Rise of the Smartphone

As sales of traditional handsets slow, smartphones that can access the Internet, led by the rise of the iPhone continue to grow in popularity.
Thanks to an aggressive expansion into international markets, Apple now has 18% of the global market share in these high-end devices (behind Nokia and BlackBerry maker Research in Motion). And if history holds true, Apple is just getting started. Apple has built a mobile-computing platform that aims to do for phones what Microsoft's Windows operating system did for the desktop.

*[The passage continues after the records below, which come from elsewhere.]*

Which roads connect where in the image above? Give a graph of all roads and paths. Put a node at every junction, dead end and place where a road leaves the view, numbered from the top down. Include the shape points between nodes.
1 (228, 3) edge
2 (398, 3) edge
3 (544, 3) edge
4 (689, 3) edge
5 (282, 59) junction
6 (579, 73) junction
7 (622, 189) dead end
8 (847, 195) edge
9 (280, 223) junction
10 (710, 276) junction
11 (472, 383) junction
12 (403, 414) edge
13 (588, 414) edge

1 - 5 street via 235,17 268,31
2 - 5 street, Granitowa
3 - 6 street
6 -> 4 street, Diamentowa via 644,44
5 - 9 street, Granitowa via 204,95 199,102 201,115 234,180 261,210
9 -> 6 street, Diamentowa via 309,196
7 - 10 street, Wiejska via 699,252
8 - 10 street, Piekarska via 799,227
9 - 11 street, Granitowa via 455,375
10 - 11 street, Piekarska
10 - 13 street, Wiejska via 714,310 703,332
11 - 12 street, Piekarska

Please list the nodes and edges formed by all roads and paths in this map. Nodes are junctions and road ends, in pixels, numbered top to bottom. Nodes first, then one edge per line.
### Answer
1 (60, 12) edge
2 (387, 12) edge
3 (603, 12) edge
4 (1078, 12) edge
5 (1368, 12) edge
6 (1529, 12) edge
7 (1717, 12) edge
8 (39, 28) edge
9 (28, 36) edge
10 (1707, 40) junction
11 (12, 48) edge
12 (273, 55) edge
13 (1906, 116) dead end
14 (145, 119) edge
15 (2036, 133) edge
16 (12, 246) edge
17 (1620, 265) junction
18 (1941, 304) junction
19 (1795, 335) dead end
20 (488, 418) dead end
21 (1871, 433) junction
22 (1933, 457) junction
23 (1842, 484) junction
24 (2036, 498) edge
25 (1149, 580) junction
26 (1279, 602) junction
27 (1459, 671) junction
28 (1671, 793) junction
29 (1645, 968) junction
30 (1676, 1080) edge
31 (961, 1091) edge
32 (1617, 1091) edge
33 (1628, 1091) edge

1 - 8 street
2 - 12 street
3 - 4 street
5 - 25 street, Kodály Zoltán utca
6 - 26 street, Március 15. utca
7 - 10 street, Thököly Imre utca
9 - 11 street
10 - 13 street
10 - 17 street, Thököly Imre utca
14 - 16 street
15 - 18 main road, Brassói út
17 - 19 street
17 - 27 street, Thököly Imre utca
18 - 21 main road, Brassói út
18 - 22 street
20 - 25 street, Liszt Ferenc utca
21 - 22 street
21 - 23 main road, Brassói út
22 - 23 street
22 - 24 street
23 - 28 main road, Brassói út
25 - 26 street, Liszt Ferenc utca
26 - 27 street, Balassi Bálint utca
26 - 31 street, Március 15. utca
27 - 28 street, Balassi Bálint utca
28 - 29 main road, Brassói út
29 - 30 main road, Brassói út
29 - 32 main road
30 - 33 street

Broadcom, the global chip manufacturer, already has a strong position in the wireless world and it's leading the way through their chips in the newest iPhones. Its chips enable phones to connect to local wireless networks (Wi-Fi and Bluetooth), play videos and offer GPS navigation capability. Some believe that smartphones represent the future of computer technology, enabling smaller and more agile devices.

Data, Data, Everywhere

Consumers and businesses are constantly generating astounding amounts of data, from home videos to corporate e-mail and employee records. The companies that can capture, store, manage and make sense of that growing volume of data are going to be forefront in the coming decade. Google, which converts online information searches into a platform for advertisers, is clearly the biggest and best example of a company taking advantage of the trend. But other companies are poised to take on data overload. Informatica, in Redwood City, CA, helps large corporate customers sort and view the vast streams of information that come pouring in from their employees, customers and suppliers. The software company provides a data-integration service that organizes information across multiple corporate applications. It could, for example, sync web-based information about their sales activity with internal customer-management software to help managers figure out which customers are consistently securing the biggest discounts. Others, like ComVault, provide solutions addressing the problem of how to secure and ultimately use all the data collected and generated, whether for strategic reasons or compliance regulations.

Smaller and Smaller

This may sound like a commercial for the "Jetsons", but science dealing with subatomic particles and practical applications are coming into their own. One such arm of particle research, "Quantum Dots", has developed to the state where they are expected to be the next generation of semiconductors. Early phase companies such as Solterra Renewable Technologies are bringing this technology to the forefront of semiconductor crystal development with innovative uses from flexible solar cells to energy saving LEDs. This technology is truly revolutionary with uses and applications still being explored that will open doors to advances in medical, aerospace, waste heat recovery, biotechnology & optoelectronics. Companies in this field such as Quantum Materials have plans to produce commercial quantities of quantum dots. With this production, comes the need for instrumentation for process quality control and research measurement. Leading this niche is the instrument manufacturer Nanovea, out of Irvine, CA. Current developments in materials research may soon be affecting us in ways not dreamed possible only a few years ago.

Electricity Gets Smarter

As development continues our electrical needs will continue to grow, our wheezing electric grid will need to be upgraded as well. Without a smarter grid, electrical overloads will become more common, because the grid currently doesn't have the interactive capabilities needed to monitor and balance all that activity. One of the chief problems utilities face with today's grid is an inability to predict demand. When demand spikes, an overloaded system may fail, sending everyone into darkness. And energy prices are also likely to jump.

Boston-based EnerNOC has developed energy monitoring software that manages energy use for customers who have signed agreements to throttle back on nonessential energy use during peak periods in exchange for payment. With this "demand response" system, utilities get the power they need to make it through peak emergencies and power users get paid for their help. As of November, more than 2,500 entities from state governments to grocery stores to steel plants have signed up with EnerNOC, effectively putting 3,250 megawatts of power under its management.